Le cose non andranno molto meglio per quanto riguarda la nomina del componente italiano della Commissione. Pare che il premier-ombra Salvini punti a un incarico di peso, commercio o concorrenza. Ma trovare la quadra su un Commissario accettabile dai giallo-verdi e allo stesso tempo riconosciuto a livello continentale sarà impresa difficile. I nomi più gettonati come potenziali candidati sono da settimane gli stessi: il già citato Moavero Milanesi, il Ministro Tria, il sottosegretario Giorgetti e il presidente della Regione Veneto Zaia. Chiunque sia il prescelto dovrà però prepararsi a un passaggio pericoloso: l'audizione del Parlamento prevista per settembre o ottobre.

L'Italia è l'unico tra i grandi Paesi a essersi già visto bocciare un Commissario in pectore: era il 2004 e a ricevere il semaforo rosso fu Rocco Buttiglione, impallinato perchè aveva definito l'omosessualità «un peccato». Dopo di lui il «no» è toccato a tre donne (una lettone, una bulgara e una slovena) respinte perchè considerate impreparate o sospettate di comportamenti impropri. Le previsioni dicono che il nuovo Parlamento, legittimato dalla più alta affluenza al voto degli ultimi 25 anni e con una maggioranza poco tenera nei confronti dei sovranisti, potrebbe riservare un trattamento particolarmente severo nei confronti di un candidato percepito come «populista».

Le trattative su posti e influenza saranno importanti anche perchè avranno subito conseguenze sui soldi; e anche in questo caso ci si avvicina a un passaggio importante: a partire dall'autunno Parlamento e Consiglio europeo dovranno varare il nuovo «Quadro finanziario pluriennale», il documento che regolerà la spesa dell'Unione nel periodo tra il 2021 e il 2027.

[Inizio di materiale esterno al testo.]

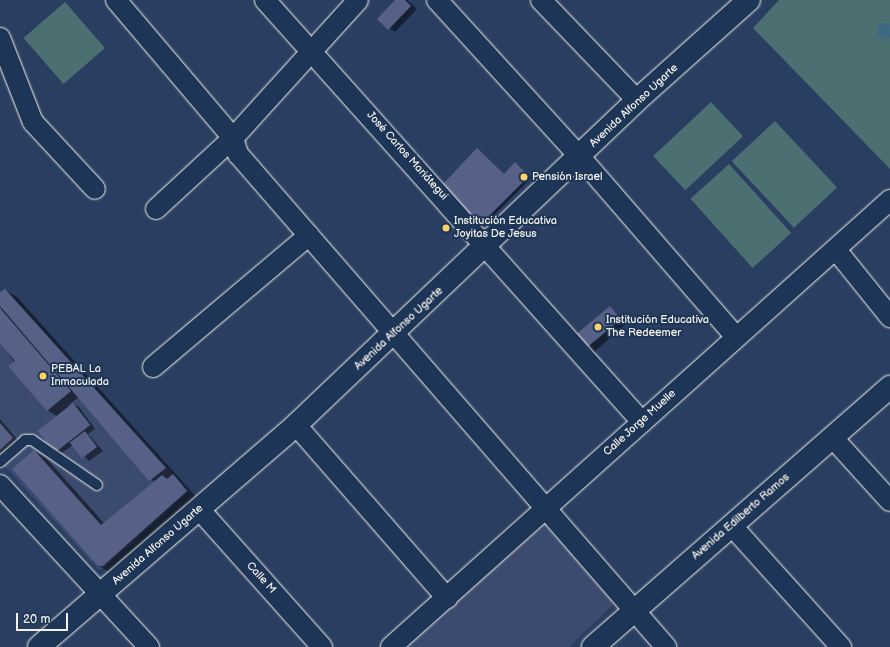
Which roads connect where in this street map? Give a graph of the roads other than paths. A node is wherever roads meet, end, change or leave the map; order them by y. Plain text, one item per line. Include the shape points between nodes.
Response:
1 (116, 0) edge
2 (265, 0) edge
3 (358, 0) edge
4 (437, 0) edge
5 (541, 0) edge
6 (749, 0) edge
7 (0, 38) edge
8 (312, 51) junction
9 (637, 100) junction
10 (233, 138) junction
11 (580, 157) junction
12 (95, 189) dead end
13 (890, 200) edge
14 (156, 210) dead end
15 (308, 235) junction
16 (486, 244) junction
17 (837, 251) junction
18 (890, 317) edge
19 (396, 332) junction
20 (736, 337) junction
21 (153, 367) dead end
22 (890, 387) edge
23 (642, 422) junction
24 (296, 425) junction
25 (832, 437) junction
26 (0, 462) edge
27 (0, 485) edge
28 (97, 485) dead end
29 (890, 501) edge
30 (199, 509) junction
31 (545, 509) junction
32 (732, 526) junction
33 (102, 596) junction
34 (447, 598) junction
35 (634, 610) junction
36 (39, 647) edge
37 (149, 647) edge
38 (322, 647) edge
39 (391, 647) edge
40 (593, 647) edge
41 (666, 647) edge
42 (841, 647) edge

1 - 10 street
2 - 8 street, José Carlos Mariátegui
3 - 8 street
4 - 11 street
5 - 9 street
6 - 9 street, Avenida Alfonso Ugarte
7 - 12 street via 33,122
8 - 10 street
8 - 16 street, José Carlos Mariátegui
9 - 11 street, Avenida Alfonso Ugarte
10 - 14 street
10 - 15 street via 238,154
11 - 16 street, Avenida Alfonso Ugarte
11 - 20 street
13 - 17 street, Calle Jorge Muelle
15 - 19 street
15 - 21 street
16 - 19 street, Avenida Alfonso Ugarte
16 - 23 street, José Carlos Mariátegui
17 - 18 street
17 - 20 street, Calle Jorge Muelle
19 - 24 street, Avenida Alfonso Ugarte
19 - 31 street
20 - 23 street, Calle Jorge Muelle
22 - 25 street, Avenida Edilberto Ramos
23 - 31 street, Calle Jorge Muelle
24 - 30 street, Avenida Alfonso Ugarte
24 - 34 street
25 - 29 street
25 - 32 street, Avenida Edilberto Ramos
26 - 28 lane via 25,440 32,440
27 - 33 street
30 - 33 street, Avenida Alfonso Ugarte
30 - 38 street, Calle M
31 - 34 street, Calle Jorge Muelle
31 - 35 street
32 - 35 street, Avenida Edilberto Ramos
32 - 42 street
33 - 36 street, Avenida Alfonso Ugarte
33 - 37 street
34 - 39 street, Calle Jorge Muelle
35 - 40 street, Avenida Edilberto Ramos
35 - 41 street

Nel 2018 sui 145 miliardi gestiti da Bruxelles (la cifra equivale al 2% della spesa pubblica totale dei 28 Paesi membri) il 42% del totale è andato alla politica agricola e il 35% ai fondi di coesione. In base alla proposta della Commissione il flusso di questi ultimi dovrebbe cambiare significativamente a nostro vantaggio. Secondo un recente paper dell'Ispi i finanziamenti per le zone disagiate assegnati all'Italia crescerebbero del 6,5%, una percentuale equivalente a poco meno di tre miliardi. La stessa voce si ridurrebbe in maniera rilevante per Ungheria, Polonia e Repubblica Ceca (tra il 20 e il 25%). La novità non farebbe che rispecchiare il recente sviluppo dei Paesi dell'Est europeo, ma rischia di aprire un nuovo fronte (che si aggiunge a quello dei migranti) tra i sovranisti italiani e i Paesi del gruppo di Visegrad.

A nostro favore andrebbe anche l'aumento chiesto dalla Commissione per le spese di «gestione dei confini e dell'immigrazione». L'ammontare di questa voce quasi triplicherebbe, passando dai 13 miliardi dell'ultimo piano pluriennale ai 35 miliardi messi in bilancio per il periodo 2021-2027. L'Italia, che sul tema è come ovvio in prima linea per motivi geografici, si aggiudicherebbe una fetta interessante dell'aumento.

Sempre che Salvini e Di Maio non si facciano troppi nemici.